Directions for this task: Tally the lines in the records below that contain "main" and return only the result.

[Collected data entries]
/---
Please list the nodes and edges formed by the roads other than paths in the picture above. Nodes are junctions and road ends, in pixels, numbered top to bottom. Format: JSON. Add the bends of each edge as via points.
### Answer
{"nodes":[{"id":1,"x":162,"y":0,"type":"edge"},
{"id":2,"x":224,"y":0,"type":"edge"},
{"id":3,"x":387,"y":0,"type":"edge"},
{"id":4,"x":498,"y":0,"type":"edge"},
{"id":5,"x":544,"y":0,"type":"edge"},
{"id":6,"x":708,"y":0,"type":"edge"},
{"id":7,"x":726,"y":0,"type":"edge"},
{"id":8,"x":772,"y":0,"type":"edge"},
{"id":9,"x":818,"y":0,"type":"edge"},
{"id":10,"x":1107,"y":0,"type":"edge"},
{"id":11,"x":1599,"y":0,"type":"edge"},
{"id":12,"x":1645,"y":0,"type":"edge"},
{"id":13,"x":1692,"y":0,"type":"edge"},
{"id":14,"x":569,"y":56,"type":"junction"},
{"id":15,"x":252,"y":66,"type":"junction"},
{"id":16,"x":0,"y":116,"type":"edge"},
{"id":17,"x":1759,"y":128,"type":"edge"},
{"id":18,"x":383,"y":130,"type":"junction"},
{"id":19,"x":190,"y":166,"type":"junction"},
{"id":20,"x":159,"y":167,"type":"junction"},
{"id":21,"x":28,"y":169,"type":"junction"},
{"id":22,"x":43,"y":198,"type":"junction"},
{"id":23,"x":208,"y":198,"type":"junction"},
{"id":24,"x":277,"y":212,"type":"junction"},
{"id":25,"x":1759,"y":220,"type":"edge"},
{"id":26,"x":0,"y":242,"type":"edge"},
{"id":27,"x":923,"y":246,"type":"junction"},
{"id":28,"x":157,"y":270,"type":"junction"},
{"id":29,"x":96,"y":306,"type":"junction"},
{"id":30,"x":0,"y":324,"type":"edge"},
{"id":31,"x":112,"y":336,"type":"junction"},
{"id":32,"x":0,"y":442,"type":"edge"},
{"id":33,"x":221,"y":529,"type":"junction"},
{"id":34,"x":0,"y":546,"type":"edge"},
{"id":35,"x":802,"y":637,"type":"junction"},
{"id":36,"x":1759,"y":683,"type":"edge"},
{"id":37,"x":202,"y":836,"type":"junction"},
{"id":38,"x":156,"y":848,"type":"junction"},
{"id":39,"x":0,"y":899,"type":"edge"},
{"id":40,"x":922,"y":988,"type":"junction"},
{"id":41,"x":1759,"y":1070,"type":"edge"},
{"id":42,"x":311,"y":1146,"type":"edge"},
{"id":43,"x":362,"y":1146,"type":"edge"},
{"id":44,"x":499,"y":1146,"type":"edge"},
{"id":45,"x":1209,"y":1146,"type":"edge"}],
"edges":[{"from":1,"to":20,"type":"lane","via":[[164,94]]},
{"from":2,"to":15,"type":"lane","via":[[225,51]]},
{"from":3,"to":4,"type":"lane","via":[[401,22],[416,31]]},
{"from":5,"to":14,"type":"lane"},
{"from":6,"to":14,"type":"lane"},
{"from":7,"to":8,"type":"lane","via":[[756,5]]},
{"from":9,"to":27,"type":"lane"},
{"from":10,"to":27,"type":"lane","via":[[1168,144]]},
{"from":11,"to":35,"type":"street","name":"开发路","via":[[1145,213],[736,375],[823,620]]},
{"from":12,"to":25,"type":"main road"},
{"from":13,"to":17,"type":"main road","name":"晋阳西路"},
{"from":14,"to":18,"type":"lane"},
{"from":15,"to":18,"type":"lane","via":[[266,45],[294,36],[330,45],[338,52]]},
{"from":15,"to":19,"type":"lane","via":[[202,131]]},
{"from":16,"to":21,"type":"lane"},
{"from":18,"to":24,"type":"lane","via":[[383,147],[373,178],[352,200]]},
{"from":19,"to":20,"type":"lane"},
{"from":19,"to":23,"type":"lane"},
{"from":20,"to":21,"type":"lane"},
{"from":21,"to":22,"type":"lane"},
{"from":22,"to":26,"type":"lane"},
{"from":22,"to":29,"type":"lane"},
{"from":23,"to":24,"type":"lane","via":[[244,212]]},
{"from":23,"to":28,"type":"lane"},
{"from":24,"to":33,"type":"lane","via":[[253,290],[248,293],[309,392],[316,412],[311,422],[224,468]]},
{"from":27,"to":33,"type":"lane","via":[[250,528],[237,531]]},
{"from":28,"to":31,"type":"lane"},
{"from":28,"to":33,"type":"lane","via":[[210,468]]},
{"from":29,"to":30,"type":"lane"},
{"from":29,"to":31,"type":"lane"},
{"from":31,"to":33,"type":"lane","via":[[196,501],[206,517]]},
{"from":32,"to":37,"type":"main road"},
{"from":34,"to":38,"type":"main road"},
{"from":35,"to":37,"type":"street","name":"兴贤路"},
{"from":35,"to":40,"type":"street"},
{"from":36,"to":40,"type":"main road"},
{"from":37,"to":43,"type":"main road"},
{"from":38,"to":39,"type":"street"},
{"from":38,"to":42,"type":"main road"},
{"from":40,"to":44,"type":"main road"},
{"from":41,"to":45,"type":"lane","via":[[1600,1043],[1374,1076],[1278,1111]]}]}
\---
Written answer: 8